Each line below that includes the word "Berglenstraße" is to be reported.

Saved entries:
※ ※ ※
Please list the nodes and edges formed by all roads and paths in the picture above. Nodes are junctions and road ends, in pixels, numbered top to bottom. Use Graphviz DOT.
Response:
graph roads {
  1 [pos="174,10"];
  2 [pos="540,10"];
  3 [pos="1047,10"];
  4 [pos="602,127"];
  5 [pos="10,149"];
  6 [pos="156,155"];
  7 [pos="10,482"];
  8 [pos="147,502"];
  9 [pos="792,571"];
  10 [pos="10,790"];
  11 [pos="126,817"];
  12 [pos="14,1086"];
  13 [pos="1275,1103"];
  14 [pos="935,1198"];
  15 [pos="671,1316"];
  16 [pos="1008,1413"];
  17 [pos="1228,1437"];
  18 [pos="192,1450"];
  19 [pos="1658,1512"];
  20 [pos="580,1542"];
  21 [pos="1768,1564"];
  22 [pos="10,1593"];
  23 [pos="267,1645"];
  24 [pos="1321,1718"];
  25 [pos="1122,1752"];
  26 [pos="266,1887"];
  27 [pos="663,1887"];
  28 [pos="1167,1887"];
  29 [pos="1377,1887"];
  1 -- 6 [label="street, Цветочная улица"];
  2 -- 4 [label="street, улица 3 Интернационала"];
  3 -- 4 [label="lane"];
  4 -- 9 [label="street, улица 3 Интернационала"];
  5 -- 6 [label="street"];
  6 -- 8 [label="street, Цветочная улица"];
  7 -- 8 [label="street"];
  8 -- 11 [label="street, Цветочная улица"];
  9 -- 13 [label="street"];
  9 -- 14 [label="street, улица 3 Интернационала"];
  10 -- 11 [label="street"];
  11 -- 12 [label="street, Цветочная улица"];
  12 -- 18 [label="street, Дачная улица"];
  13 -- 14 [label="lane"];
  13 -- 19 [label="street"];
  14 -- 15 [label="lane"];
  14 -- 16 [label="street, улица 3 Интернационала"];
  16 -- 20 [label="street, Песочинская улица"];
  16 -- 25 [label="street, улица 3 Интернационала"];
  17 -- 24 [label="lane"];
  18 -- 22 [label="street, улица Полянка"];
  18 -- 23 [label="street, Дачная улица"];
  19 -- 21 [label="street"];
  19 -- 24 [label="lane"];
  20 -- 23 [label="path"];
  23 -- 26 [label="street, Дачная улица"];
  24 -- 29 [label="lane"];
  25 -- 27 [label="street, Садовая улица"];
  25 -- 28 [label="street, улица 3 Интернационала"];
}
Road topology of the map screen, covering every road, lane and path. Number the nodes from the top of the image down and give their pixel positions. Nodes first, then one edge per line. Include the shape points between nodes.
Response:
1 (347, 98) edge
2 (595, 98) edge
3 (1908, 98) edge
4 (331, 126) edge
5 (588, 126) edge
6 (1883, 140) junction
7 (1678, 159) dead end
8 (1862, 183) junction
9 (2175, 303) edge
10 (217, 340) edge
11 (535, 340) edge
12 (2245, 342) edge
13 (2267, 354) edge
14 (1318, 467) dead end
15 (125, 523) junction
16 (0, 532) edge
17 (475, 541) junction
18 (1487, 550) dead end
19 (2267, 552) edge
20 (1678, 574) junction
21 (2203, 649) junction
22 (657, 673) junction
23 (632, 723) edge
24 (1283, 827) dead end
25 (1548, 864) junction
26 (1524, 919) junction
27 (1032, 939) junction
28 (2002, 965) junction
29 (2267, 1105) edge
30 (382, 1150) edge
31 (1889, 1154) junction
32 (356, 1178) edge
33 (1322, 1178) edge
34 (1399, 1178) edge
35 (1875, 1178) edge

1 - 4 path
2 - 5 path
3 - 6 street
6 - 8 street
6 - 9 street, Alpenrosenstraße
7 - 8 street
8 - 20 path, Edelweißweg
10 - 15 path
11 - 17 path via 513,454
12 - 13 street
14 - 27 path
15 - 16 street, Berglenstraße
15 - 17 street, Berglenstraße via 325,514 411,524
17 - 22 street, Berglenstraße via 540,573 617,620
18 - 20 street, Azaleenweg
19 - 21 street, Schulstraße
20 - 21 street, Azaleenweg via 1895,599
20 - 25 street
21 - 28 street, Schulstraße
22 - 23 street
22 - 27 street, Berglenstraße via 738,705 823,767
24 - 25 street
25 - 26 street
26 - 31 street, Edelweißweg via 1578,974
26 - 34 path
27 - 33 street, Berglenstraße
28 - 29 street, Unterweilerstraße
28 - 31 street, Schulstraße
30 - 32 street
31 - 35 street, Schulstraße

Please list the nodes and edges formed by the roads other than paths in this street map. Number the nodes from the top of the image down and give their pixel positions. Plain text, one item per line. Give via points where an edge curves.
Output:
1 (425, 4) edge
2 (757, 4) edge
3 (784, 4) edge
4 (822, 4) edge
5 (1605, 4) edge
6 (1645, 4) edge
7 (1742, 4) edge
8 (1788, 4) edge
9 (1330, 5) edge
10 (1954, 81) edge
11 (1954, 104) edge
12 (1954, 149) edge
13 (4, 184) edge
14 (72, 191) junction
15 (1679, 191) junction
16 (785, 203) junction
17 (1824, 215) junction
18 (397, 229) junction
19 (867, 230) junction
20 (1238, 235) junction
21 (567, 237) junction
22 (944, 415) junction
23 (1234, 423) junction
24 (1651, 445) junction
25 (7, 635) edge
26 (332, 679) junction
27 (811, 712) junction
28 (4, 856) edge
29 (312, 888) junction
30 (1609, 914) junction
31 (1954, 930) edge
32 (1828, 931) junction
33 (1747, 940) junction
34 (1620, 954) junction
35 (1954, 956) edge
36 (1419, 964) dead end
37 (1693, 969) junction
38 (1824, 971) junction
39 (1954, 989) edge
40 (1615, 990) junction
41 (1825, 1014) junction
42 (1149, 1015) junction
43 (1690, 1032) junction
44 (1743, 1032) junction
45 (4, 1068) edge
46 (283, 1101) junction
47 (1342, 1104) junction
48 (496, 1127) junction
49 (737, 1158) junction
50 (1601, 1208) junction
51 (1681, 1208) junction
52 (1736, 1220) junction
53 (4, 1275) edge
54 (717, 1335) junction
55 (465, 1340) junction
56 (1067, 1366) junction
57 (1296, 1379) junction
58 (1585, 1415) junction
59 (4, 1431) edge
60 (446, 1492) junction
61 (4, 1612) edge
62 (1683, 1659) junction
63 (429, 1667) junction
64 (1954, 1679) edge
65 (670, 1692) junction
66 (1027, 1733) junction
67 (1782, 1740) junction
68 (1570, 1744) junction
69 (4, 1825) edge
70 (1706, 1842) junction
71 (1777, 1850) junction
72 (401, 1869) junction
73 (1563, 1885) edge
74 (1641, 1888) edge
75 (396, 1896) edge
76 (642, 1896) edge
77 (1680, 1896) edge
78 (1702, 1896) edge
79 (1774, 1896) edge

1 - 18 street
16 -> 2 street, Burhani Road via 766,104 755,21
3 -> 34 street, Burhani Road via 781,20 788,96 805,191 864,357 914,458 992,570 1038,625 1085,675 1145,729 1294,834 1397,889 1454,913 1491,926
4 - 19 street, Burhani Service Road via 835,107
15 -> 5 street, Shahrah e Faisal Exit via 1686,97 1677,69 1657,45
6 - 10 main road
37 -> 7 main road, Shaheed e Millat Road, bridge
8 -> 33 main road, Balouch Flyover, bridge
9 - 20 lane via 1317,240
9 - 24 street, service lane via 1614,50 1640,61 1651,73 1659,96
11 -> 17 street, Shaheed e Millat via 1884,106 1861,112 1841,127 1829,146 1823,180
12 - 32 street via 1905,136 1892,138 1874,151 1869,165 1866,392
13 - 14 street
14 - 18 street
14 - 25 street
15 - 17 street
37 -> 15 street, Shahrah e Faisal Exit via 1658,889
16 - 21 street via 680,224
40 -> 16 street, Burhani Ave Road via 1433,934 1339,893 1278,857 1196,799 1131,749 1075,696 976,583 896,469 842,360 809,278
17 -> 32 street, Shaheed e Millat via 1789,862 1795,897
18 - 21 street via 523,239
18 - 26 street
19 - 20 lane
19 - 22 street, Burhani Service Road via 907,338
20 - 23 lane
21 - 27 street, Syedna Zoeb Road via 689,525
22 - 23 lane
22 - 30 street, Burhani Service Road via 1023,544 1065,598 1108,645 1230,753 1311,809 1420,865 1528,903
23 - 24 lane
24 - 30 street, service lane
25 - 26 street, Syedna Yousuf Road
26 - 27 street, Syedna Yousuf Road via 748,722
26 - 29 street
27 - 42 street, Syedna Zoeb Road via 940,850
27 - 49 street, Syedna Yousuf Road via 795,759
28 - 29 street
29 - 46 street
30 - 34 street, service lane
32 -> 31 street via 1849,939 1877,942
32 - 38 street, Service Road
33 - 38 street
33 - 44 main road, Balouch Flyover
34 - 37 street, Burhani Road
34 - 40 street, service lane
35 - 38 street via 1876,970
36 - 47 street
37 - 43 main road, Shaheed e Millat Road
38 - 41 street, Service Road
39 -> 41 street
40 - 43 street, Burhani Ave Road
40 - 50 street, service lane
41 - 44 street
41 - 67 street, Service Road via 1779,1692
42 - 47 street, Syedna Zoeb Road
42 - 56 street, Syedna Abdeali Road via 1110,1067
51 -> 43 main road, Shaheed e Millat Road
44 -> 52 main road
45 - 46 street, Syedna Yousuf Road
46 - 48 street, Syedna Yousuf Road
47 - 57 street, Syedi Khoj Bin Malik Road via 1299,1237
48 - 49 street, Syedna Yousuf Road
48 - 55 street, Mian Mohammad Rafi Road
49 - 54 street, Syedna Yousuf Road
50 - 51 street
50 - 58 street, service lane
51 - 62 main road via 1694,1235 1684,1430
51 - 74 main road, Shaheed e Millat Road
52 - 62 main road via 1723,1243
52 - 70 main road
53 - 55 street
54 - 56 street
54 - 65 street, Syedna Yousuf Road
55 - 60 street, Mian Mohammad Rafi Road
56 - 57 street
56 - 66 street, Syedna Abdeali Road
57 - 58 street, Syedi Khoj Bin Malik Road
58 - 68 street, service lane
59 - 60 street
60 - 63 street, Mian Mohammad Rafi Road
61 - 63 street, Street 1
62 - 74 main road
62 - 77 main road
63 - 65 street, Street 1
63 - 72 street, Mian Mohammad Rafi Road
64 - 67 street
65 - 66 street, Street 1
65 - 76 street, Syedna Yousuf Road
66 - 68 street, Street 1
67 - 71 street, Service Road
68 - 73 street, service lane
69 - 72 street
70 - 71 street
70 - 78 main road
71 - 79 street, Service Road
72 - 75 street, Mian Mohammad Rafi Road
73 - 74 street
※ ※ ※
EXERCISE SOLUTION:
15 - 16 street, Berglenstraße
15 - 17 street, Berglenstraße via 325,514 411,524
17 - 22 street, Berglenstraße via 540,573 617,620
22 - 27 street, Berglenstraße via 738,705 823,767
27 - 33 street, Berglenstraße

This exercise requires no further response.